How to Use a KestrelMet Food Plot Weather Station for Hunting

Hunting Scenarios with a KestrelMet Food Plot Weather Station
Do you constantly monitor your local weather conditions during the hunting season so you know when the conditions are best for hunting? Do you spend a lot of time tilling, planting, and growing food plots each year so you can have a healthy deer herd on your property? Finally, does the concept of combining those two things make a heck of a lot of sense to you? If so, you’re in the right place. We’re here today to talk about the KestrelMet food plot weather station and how it can help you with a few different hunting applications, perhaps in many ways you haven’t thought about before.
What is a Food Plot Weather Station?
First, let’s clarify something – what exactly is the KestrelMet food plot weather station? Because honestly, most hunters don’t think about needing weather stations. Basically, it’s your own localized weather station that you can place in a food plot (or anywhere really). The KestrelMet 6000 is a food plot weather station that can help you monitor weather and meteorological conditions right at your food plot or agricultural field. Wish you knew the exact wind direction and speed near where your hunting blind is? The weather station can tell you whether the wind is right for you to hunt it without spooking game or if you should just find a different spot to hunt that evening. Wouldn’t it be nice to know the exact temperature and humidity so you knew how to dress for a given hunt? The food plot weather station can tell you that information too. With one of these, there’s no more need to check a bunch of different weather stations or apps for weather in the broader region – you can monitor everything directly where your food plot is located.

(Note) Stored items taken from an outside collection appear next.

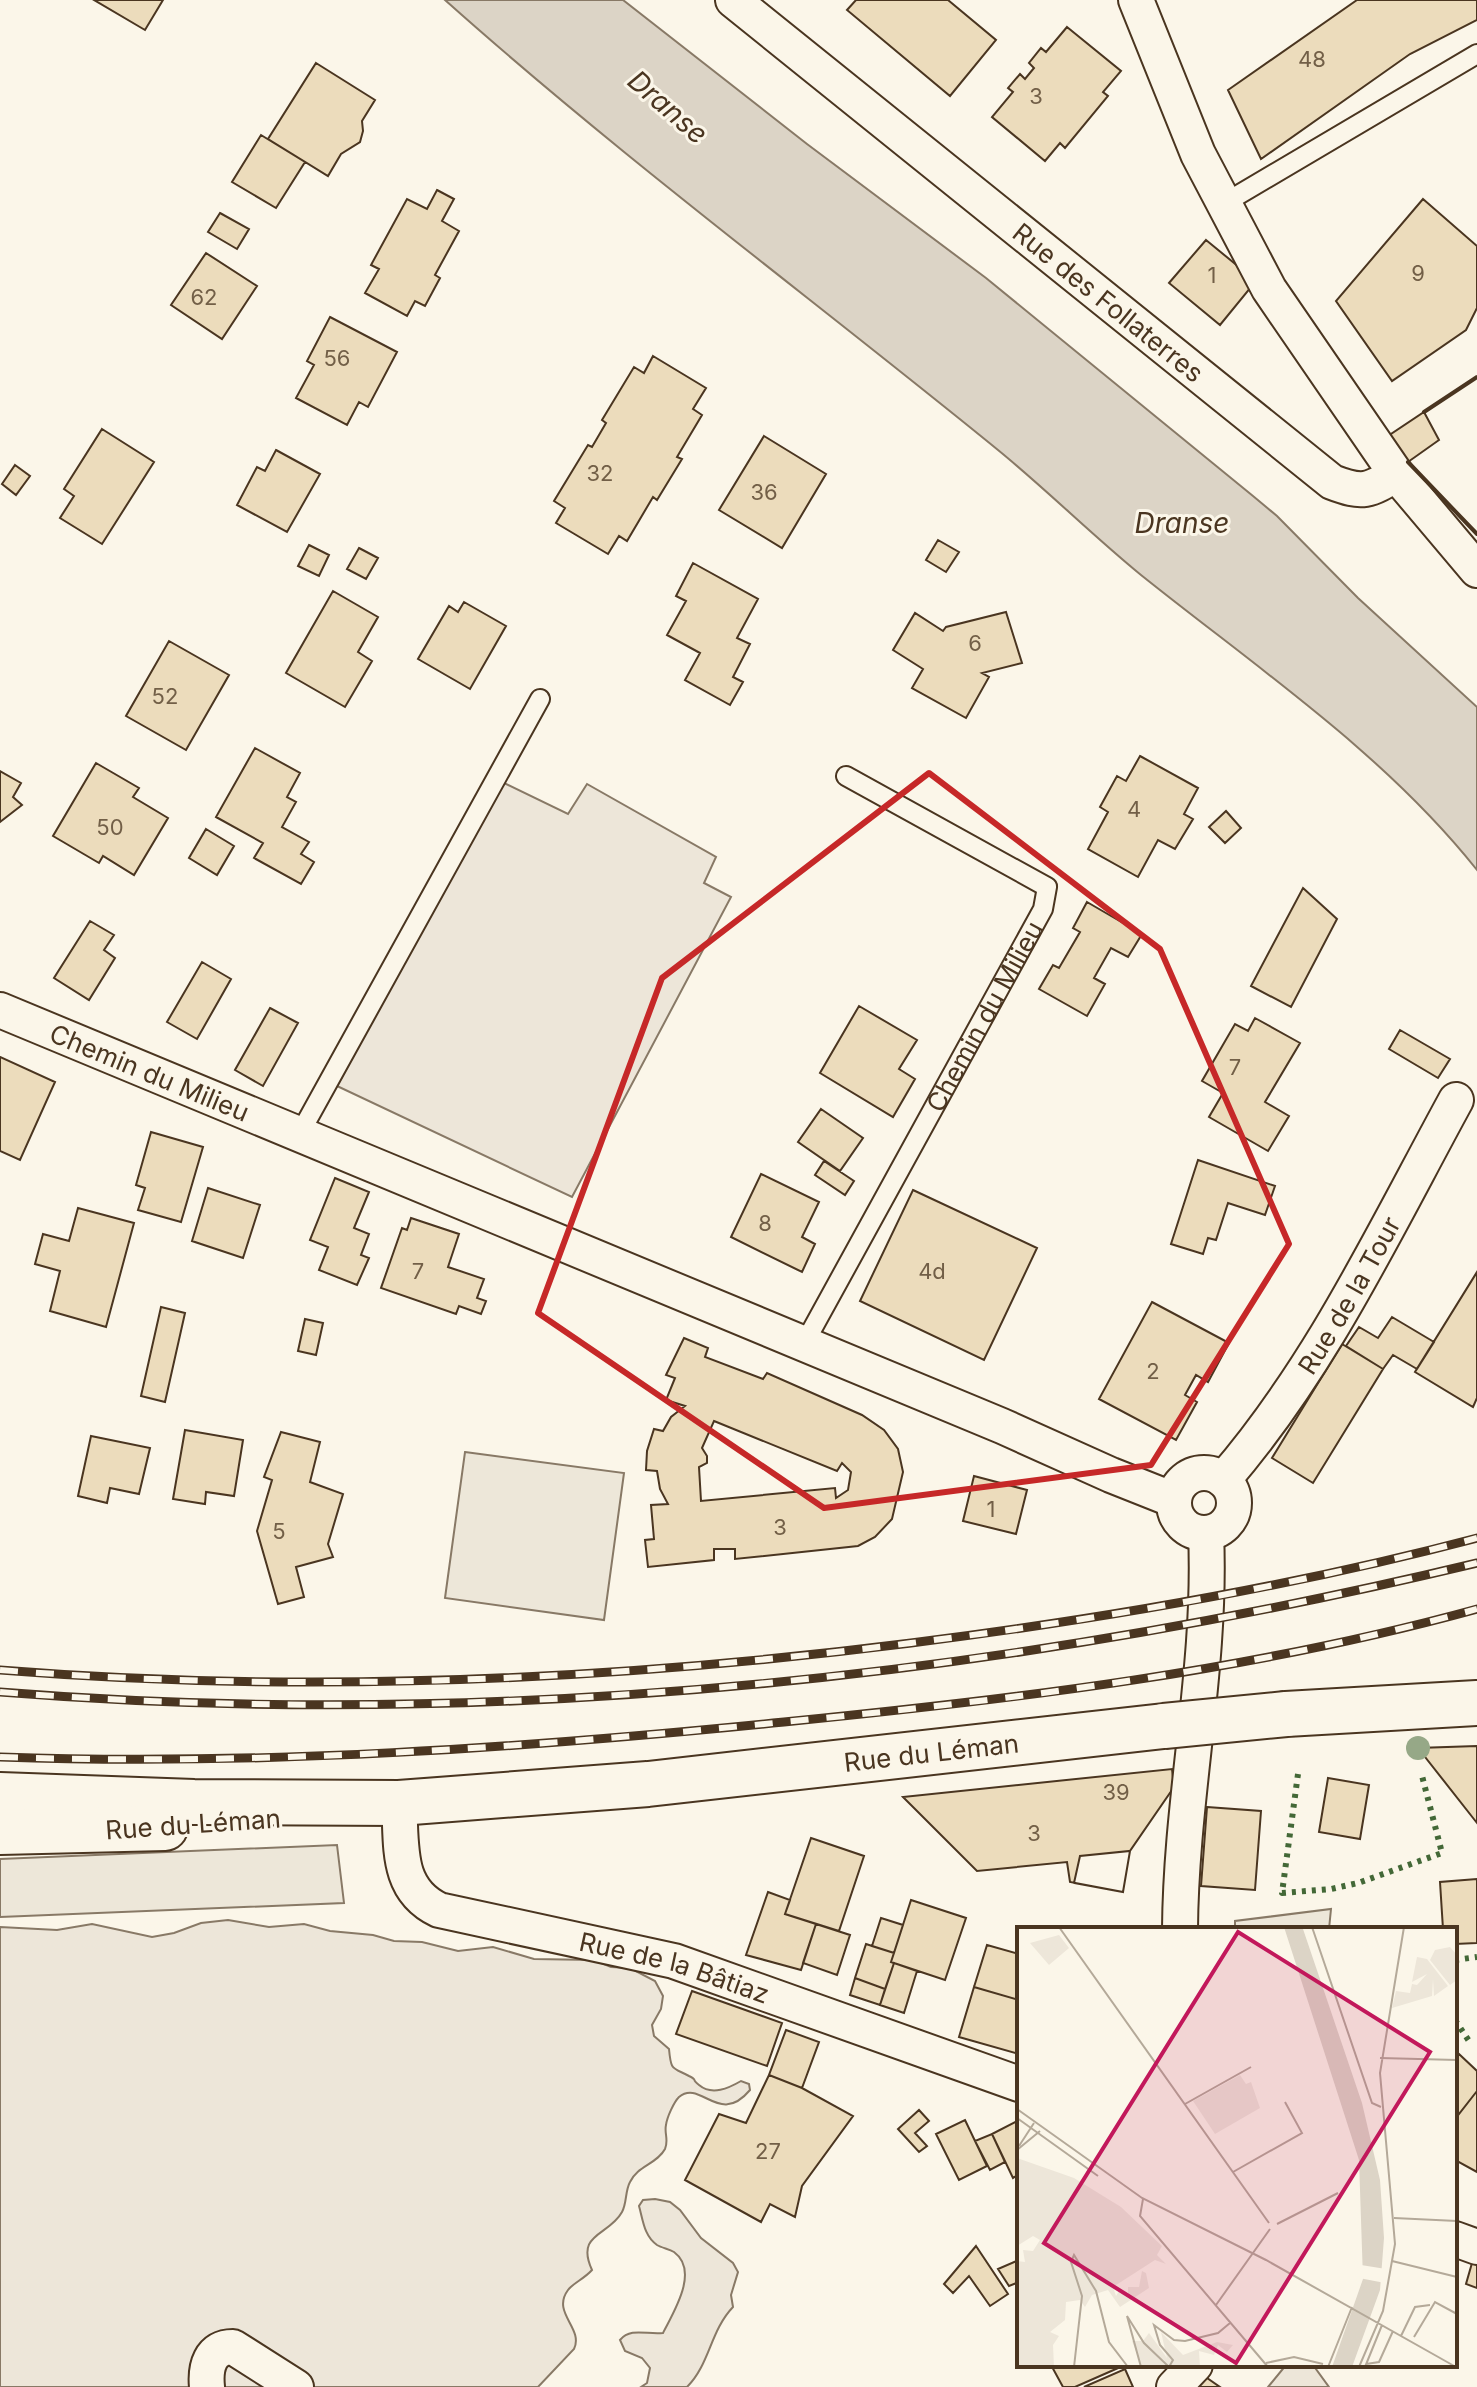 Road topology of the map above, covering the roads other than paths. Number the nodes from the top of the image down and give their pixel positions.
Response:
1 (733, 0) edge
2 (1136, 0) edge
3 (1477, 54) edge
4 (1223, 204) junction
5 (1396, 474) junction
6 (1477, 570) edge
7 (540, 699) dead end
8 (846, 776) dead end
9 (0, 1010) edge
10 (1456, 1100) dead end
11 (299, 1135) junction
12 (804, 1344) junction
13 (1223, 1480) junction
14 (1174, 1500) junction
15 (1206, 1533) junction
16 (1477, 1703) edge
17 (0, 1795) edge
18 (392, 1804) junction
19 (0, 1832) edge
20 (1180, 1927) edge
21 (1017, 2083) edge
22 (1457, 2240) edge
23 (1477, 2247) edge
24 (1193, 2367) edge
25 (207, 2387) edge
26 (296, 2387) edge
27 (1174, 2387) edge

1 - 5 street, Rue des Follaterres
2 - 4 street
3 - 4 lane
4 - 5 street
5 - 6 street
7 - 11 lane
8 - 12 lane, Chemin du Milieu
9 - 11 street, Chemin du Milieu
10 - 13 street, Rue de la Tour
11 - 12 street, Chemin du Milieu
12 - 14 street, Chemin du Milieu
13 - 14 street
13 - 15 street
14 - 15 street
15 - 20 street
16 - 18 main road, Rue du Léman, bridge
17 - 18 main road, Rue du Léman
18 - 19 main road, Rue du Léman
18 - 21 street, Rue de la Bâtiaz
22 - 23 street
24 - 27 street
25 - 26 street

The KestrelMet 6000 comes with a sturdy metal tripod mount so it will stay in place after a short 20-minute setup process. There are also add-on sensors to measure solar irradiance (essentially how much sun/solar energy a given area is receiving), soil moisture (at three different depths), and soil temperature. This can be very helpful information when you’re first planning a food plot because you can monitor a given area to determine if and when the conditions are best for planting or determine if you need to change your irrigation plans. Before you seed it, you can decide if the soil is warm enough or if there is enough soil moisture so that the seeds will germinate.
Importantly, all of this data can be transmitted to you via a cellular connection and the unit is powered by a photovoltaic panel. This means you can set it up in a remote food plot area with no external power source and monitor conditions right from your favorite mobile device. With a data dashboard, you can keep track of a full suite of meteorological conditions from anywhere you want. Frankly, if you’re serious about hunting food plots, a food plot weather station can be a huge help.
How to Use a Food Plot Weather Station
We’ve already mentioned a few different options for using a food plot weather station, but let’s dive into the details a bit further.

- Planning a Food Plot Location – one of the first steps when planning a food plot is determining the right location for one. Beyond picking an open area clear of trees, there are some other things you should know before you commit to planting it. Once you have a few potential areas you’d like to check out in further detail, you can use the KestrelMet 6000 to measure the amount of sunlight it receives (i.e., whether it gets enough sunlight to grow your crops) and the wind speeds and directions. This can all help you decide if the location is a good one for your intended food plot plans.
- Planting Food Plots – after planning the right location, it’s important to plant the food plot when the conditions are right. For example, if you plant some seeds too soon (when the soil isn’t warm enough or there isn’t enough moisture in the ground), the seeds won’t germinate very well and you may spend a lot of money and effort for very little return. The weather station can help you determine exactly when the conditions are right, so that you can have a lush soybean field or brassica plot before you know it.
- Maintaining Food Plots – of course, once your crops are growing, you still need to keep track of how the overall food plot is doing. During drought conditions, the plants will likely suffer and you may even need to irrigate your food plot to keep it going until deer season. The food plot weather station can help monitor the soil moisture at different root zones (based on the crop you plant and how deep the roots are) so you know when you need to step in with additional irrigation when Mother Nature isn’t supplying it.
- Monitoring Hunting Conditions – assuming it has served you well up to this point, think of how you can use a weather station for hunting! Let’s say you need a west wind to blow the scent from your hunting blind away from the food plot and back toward your entry trail. Or you’re waiting for a big cold front of a certain magnitude before you start hunting the food plot. Or further still, maybe you hunt by the barometric pressure or want to show up after a rainfall event. From the comfort of your couch (or while at work), you can watch your dashboard to get updates from your weather station on all of these measurements. And these measurements aren’t general conditions in the region – they are directly from your food plot! Talk about local intel.
In short, a food plot weather station can be an immensely useful tool for hunters, land managers, and farmers alike. If you want to take your food plots and hunting to the next level, consider how you could use one on your own property.